Presents annual estimates of arrests in the United States covering the period between 1990 and 2010. Based on data collected by the FBI's Uniform Crime Reporting Program, this report expands the FBI's set of published arrest estimates to include offense-specific arrest estimates grouped by age, sex, and race. These breakdowns of arrests and arrest trends provide a detailed description of the flow of individuals into the criminal justice system over a long period. The national estimates represent arrests by state and local law enforcement agencies, and control for variations in sample coverage from year to year.
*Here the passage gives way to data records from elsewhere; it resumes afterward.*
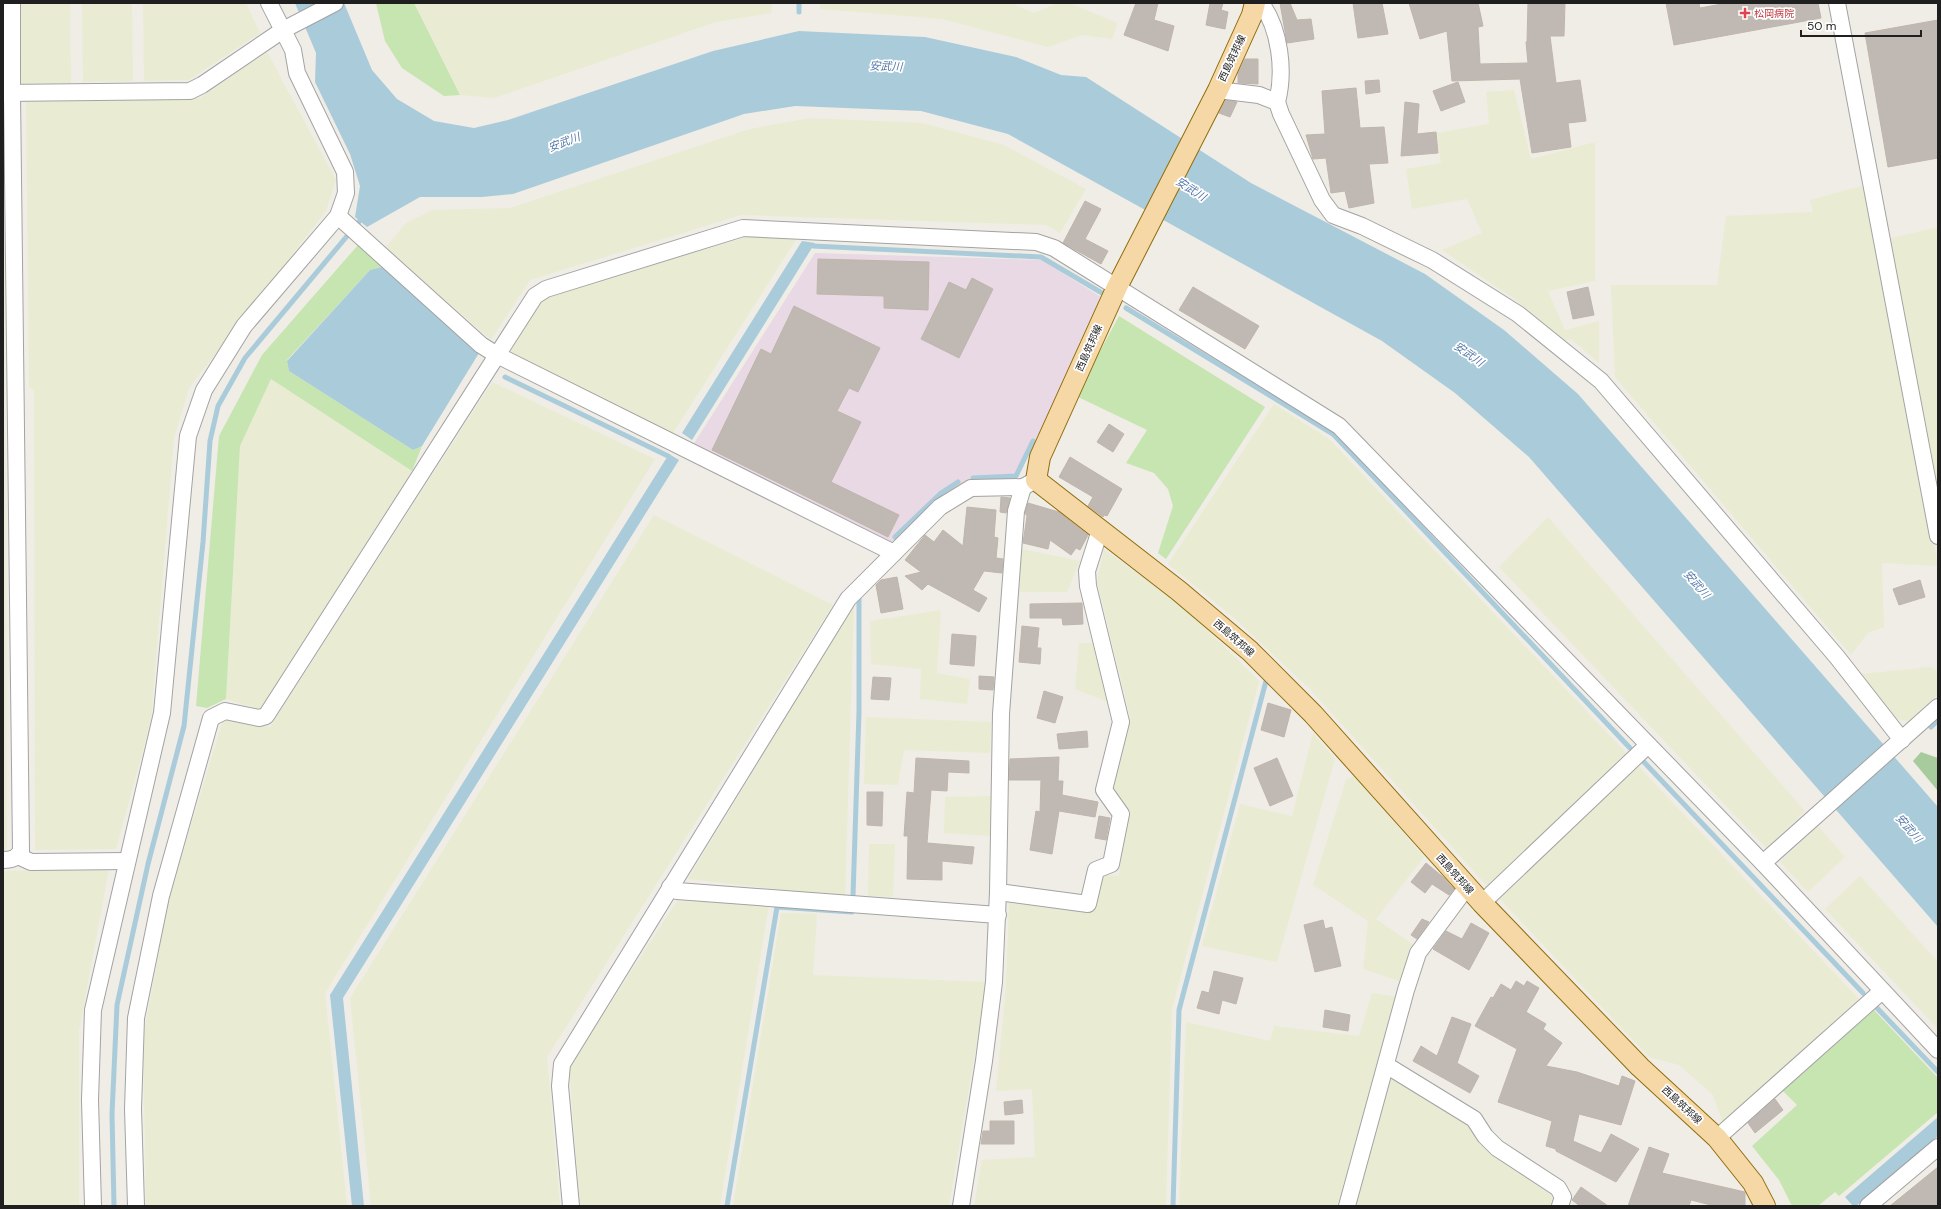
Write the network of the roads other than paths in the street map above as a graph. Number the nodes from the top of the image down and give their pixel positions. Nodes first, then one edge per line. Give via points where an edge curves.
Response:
1 (12, 3) edge
2 (269, 3) edge
3 (335, 3) edge
4 (1254, 3) edge
5 (1261, 3) edge
6 (1836, 3) edge
7 (286, 29) junction
8 (1218, 90) junction
9 (7, 93) edge
10 (1277, 102) junction
11 (338, 216) junction
12 (1116, 287) junction
13 (497, 355) junction
14 (1029, 484) junction
15 (1100, 530) junction
16 (1938, 536) edge
17 (894, 553) junction
18 (1938, 707) edge
19 (1899, 743) junction
20 (1648, 745) junction
21 (10, 858) edge
22 (127, 861) junction
23 (1763, 863) junction
24 (670, 887) junction
25 (1467, 887) junction
26 (998, 892) junction
27 (1482, 903) junction
28 (998, 915) junction
29 (1882, 991) junction
30 (1938, 1050) edge
31 (1386, 1065) junction
32 (1718, 1138) junction
33 (1938, 1147) edge
34 (93, 1206) edge
35 (136, 1206) edge
36 (571, 1206) edge
37 (961, 1206) edge
38 (1347, 1206) edge
39 (1560, 1206) edge
40 (1765, 1206) edge
41 (1868, 1206) edge

1 - 9 street
2 - 7 street
3 - 7 street
4 - 8 main road, 西島筑邦線 via 1252,15
5 - 10 street via 1268,12 1279,48 1281,86
6 - 16 street
7 - 9 street via 202,86 190,91
7 - 11 street via 297,74 345,172 346,192
8 - 10 street via 1259,95
8 - 12 main road, 西島筑邦線
9 - 21 street via 21,851
10 - 19 street via 1280,114 1322,200 1333,215 1432,260 1518,314 1601,381 1836,657
11 - 13 street via 481,345
11 - 22 street via 244,326 204,390 188,436 162,712
12 - 13 street via 1054,248 1036,242 743,228 546,289 535,296
12 - 14 main road, 西島筑邦線
12 - 20 street via 1339,426
13 - 17 street
13 - 35 street via 266,716 259,718 225,711 211,718 161,896 136,1018 133,1109
14 - 15 main road, 西島筑邦線
14 - 17 street via 971,488 940,506
14 - 26 street via 1016,511 1001,714
15 - 25 main road, 西島筑邦線 via 1179,591 1250,651 1313,714
15 - 26 street via 1088,571 1088,586 1121,722 1104,790 1121,814 1110,864 1096,870 1088,904
17 - 24 street via 848,599
18 - 19 street
19 - 23 street
20 - 23 street
20 - 27 street
21 - 22 street via 31,862
22 - 34 street via 93,1010 90,1100
23 - 29 street
24 - 28 street via 677,891
24 - 36 street via 562,1064 560,1086
25 - 27 main road, 西島筑邦線
25 - 31 street via 1418,953
26 - 28 street
27 - 32 main road, 西島筑邦線 via 1640,1067
28 - 37 street via 994,990
29 - 30 street
29 - 32 street
31 - 38 street
31 - 39 street via 1474,1119 1497,1148 1558,1188 1563,1197
32 - 40 main road, 西島筑邦線 via 1753,1183
33 - 41 street

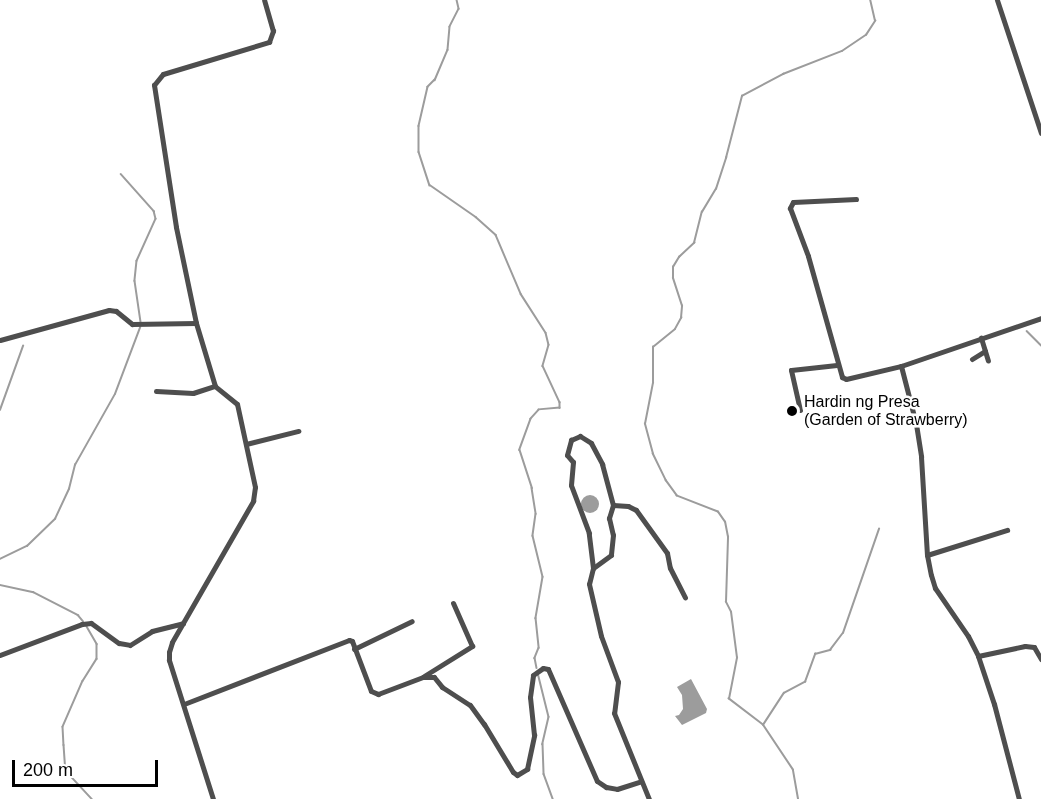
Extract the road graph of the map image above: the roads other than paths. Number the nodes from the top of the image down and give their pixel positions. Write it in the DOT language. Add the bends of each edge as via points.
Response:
graph roads {
  1 [pos="264,0"];
  2 [pos="997,0"];
  3 [pos="1041,133"];
  4 [pos="856,199"];
  5 [pos="1041,318"];
  6 [pos="196,323"];
  7 [pos="981,338"];
  8 [pos="0,340"];
  9 [pos="985,351"];
  10 [pos="972,359"];
  11 [pos="988,361"];
  12 [pos="837,365"];
  13 [pos="901,366"];
  14 [pos="215,386"];
  15 [pos="156,391"];
  16 [pos="800,410"];
  17 [pos="298,431"];
  18 [pos="246,444"];
  19 [pos="613,505"];
  20 [pos="1007,530"];
  21 [pos="927,555"];
  22 [pos="593,568"];
  23 [pos="685,597"];
  24 [pos="453,603"];
  25 [pos="412,621"];
  26 [pos="183,623"];
  27 [pos="354,649"];
  28 [pos="0,655"];
  29 [pos="978,657"];
  30 [pos="1041,659"];
  31 [pos="423,677"];
  32 [pos="184,704"];
  33 [pos="640,781"];
  34 [pos="213,799"];
  35 [pos="649,799"];
  36 [pos="1018,799"];
  1 -- 6 [label="street" via="273,32 269,42 163,74 154,85 176,228"];
  2 -- 3 [label="street"];
  4 -- 12 [label="street" via="793,202 790,208 808,256"];
  5 -- 7 [label="street"];
  6 -- 8 [label="street" via="139,325 116,310 109,310"];
  6 -- 14 [label="street"];
  7 -- 9 [label="street"];
  7 -- 13 [label="street"];
  9 -- 10 [label="street"];
  9 -- 11 [label="street"];
  12 -- 13 [label="street" via="846,379"];
  12 -- 16 [label="street" via="791,370"];
  13 -- 21 [label="street" via="921,457"];
  14 -- 15 [label="street" via="193,393"];
  14 -- 18 [label="street" via="237,404"];
  17 -- 18 [label="street"];
  18 -- 26 [label="street" via="255,487 253,501"];
  19 -- 22 [label="street" via="609,518 613,535 611,555"];
  19 -- 22 [label="street" via="602,464 591,443 580,436 571,440 567,454 573,462 571,485 589,533"];
  19 -- 23 [label="street" via="636,510 667,552 670,568"];
  20 -- 21 [label="street"];
  21 -- 29 [label="street" via="935,588"];
  22 -- 33 [label="street" via="589,584 601,636 618,682 614,713"];
  24 -- 31 [label="street" via="472,646"];
  25 -- 27 [label="street"];
  26 -- 28 [label="street" via="152,631 130,645 119,643 91,623 82,624"];
  26 -- 32 [label="street" via="172,642 169,660"];
  27 -- 31 [label="street" via="373,694"];
  27 -- 32 [label="street" via="349,640"];
  29 -- 30 [label="street" via="1025,646 1034,647"];
  29 -- 36 [label="street"];
  31 -- 33 [label="street" via="434,677 466,702 517,775 527,770 534,735 530,697 533,675 548,669 597,781 617,789"];
  32 -- 34 [label="street"];
  33 -- 35 [label="street"];
}
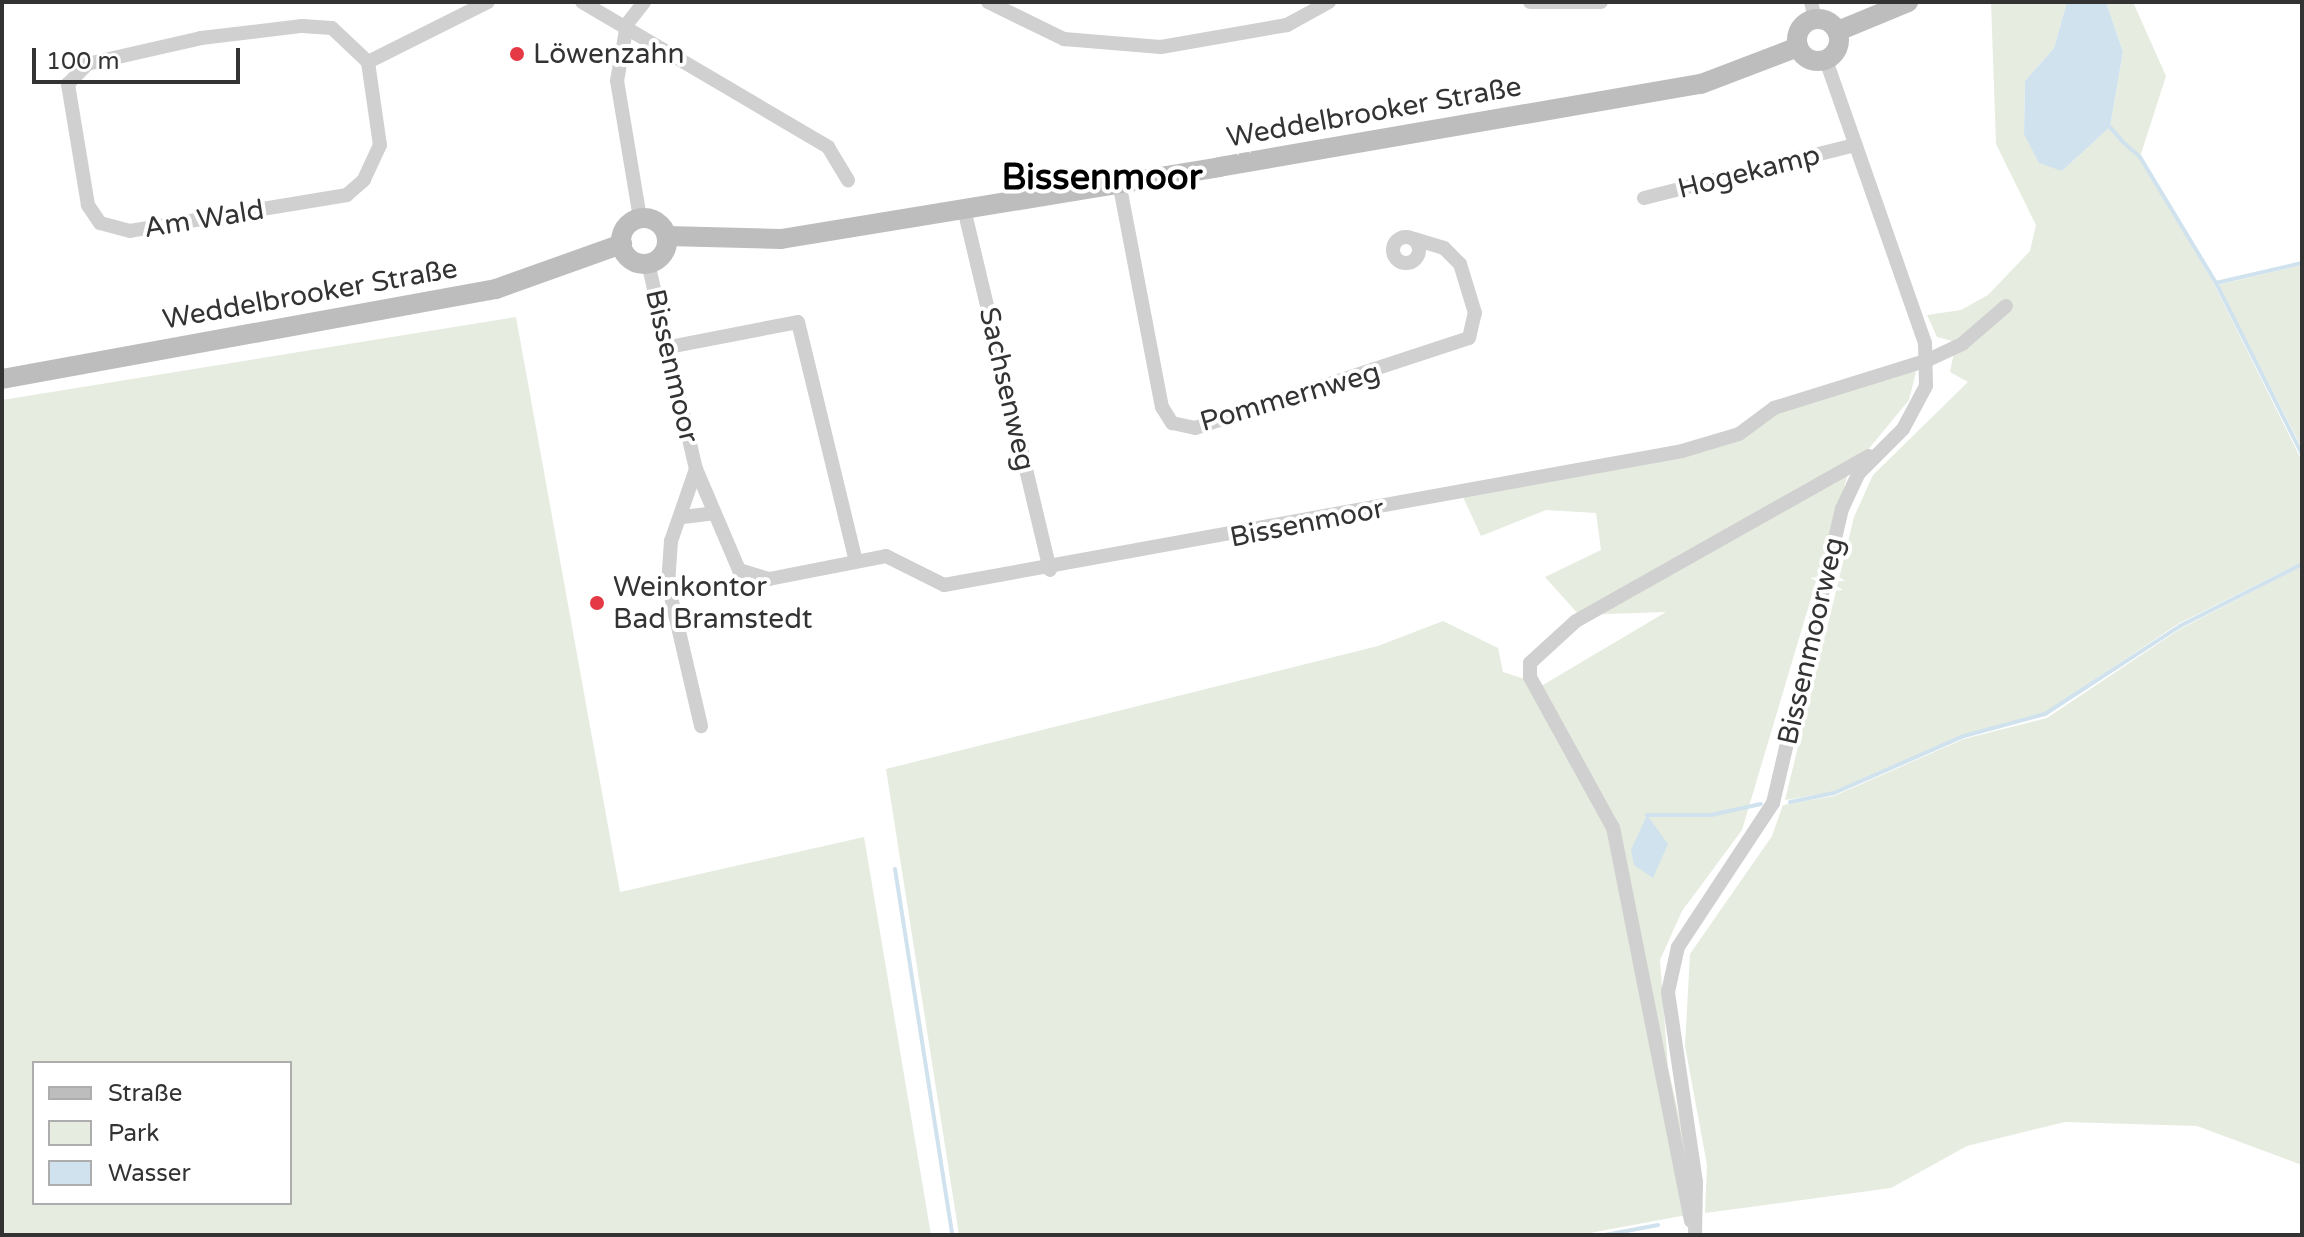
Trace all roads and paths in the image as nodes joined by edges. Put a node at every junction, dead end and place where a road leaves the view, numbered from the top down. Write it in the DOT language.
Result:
graph roads {
  1 [pos="488,2"];
  2 [pos="582,2"];
  3 [pos="644,2"];
  4 [pos="988,2"];
  5 [pos="1329,2"];
  6 [pos="1530,2"];
  7 [pos="1601,2"];
  8 [pos="1908,2"];
  9 [pos="1813,10"];
  10 [pos="627,24"];
  11 [pos="1838,31"];
  12 [pos="1798,47"];
  13 [pos="1826,60"];
  14 [pos="368,62"];
  15 [pos="1855,145"];
  16 [pos="848,180"];
  17 [pos="1119,182"];
  18 [pos="1644,198"];
  19 [pos="964,209"];
  20 [pos="640,218"];
  21 [pos="667,236"];
  22 [pos="1414,239"];
  23 [pos="622,244"];
  24 [pos="648,263"];
  25 [pos="2006,306"];
  26 [pos="669,347"];
  27 [pos="1928,360"];
  28 [pos="2,379"];
  29 [pos="1887,445"];
  30 [pos="696,469"];
  31 [pos="714,513"];
  32 [pos="683,517"];
  33 [pos="856,561"];
  34 [pos="1050,570"];
  35 [pos="701,726"];
  36 [pos="1694,1231"];
  1 -- 14 [label="street"];
  2 -- 10 [label="street"];
  3 -- 10 [label="street"];
  4 -- 5 [label="street"];
  6 -- 7 [label="street"];
  8 -- 11 [label="street"];
  9 -- 11 [label="street"];
  9 -- 12 [label="street"];
  10 -- 16 [label="street"];
  10 -- 20 [label="street"];
  11 -- 13 [label="street"];
  12 -- 13 [label="street"];
  12 -- 17 [label="street, Weddelbrooker Straße"];
  13 -- 15 [label="street"];
  14 -- 14 [label="street, Am Wald"];
  15 -- 18 [label="street, Hogekamp"];
  15 -- 27 [label="street"];
  17 -- 19 [label="street, Weddelbrooker Straße"];
  17 -- 22 [label="street, Pommernweg"];
  19 -- 21 [label="street, Weddelbrooker Straße"];
  19 -- 34 [label="street, Sachsenweg"];
  20 -- 21 [label="street"];
  20 -- 23 [label="street"];
  21 -- 24 [label="street"];
  23 -- 24 [label="street"];
  23 -- 28 [label="street, Weddelbrooker Straße"];
  24 -- 26 [label="street, Bissenmoor"];
  25 -- 27 [label="street, Bissenmoor"];
  26 -- 30 [label="street, Bissenmoor"];
  26 -- 33 [label="street"];
  27 -- 29 [label="street, Bissenmoorweg"];
  27 -- 34 [label="street, Bissenmoor"];
  29 -- 36 [label="street, Bissenmoorweg"];
  29 -- 36 [label="street"];
  30 -- 31 [label="street, Bissenmoor"];
  30 -- 32 [label="street, Bissenmoor"];
  31 -- 32 [label="street"];
  31 -- 33 [label="street, Bissenmoor"];
  32 -- 35 [label="street, Bissenmoor"];
  33 -- 34 [label="street, Bissenmoor"];
}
- The number of murder arrests in the U.S. fell by half between 1990 and 2010. The adult and juvenile arrest rates dropped substantially in the 1990s, while both continued to fall about 20% between 2000 and 2010, reaching their lowest levels since at least 1990.
- There were 80% more arrests for drug possession or use in 2010 than in 1990. Even though the rate declined between 2006 and 2010, the arrest rate for drug possession or use in 2010 was still 46% above its 1990 level and was at levels similar to those seen between 1997 and 2002.
- The male arrest rate for larceny-theft in 2010 was about half of the rate in 1990. In comparison, the female arrest rate in 2010 was just 8% below its 1990 level. The female rate fell 25% between 1990 and 2000, remained constant for several years, then grew between 2005 and 2010 to erase most of the decline experienced in the 1990s.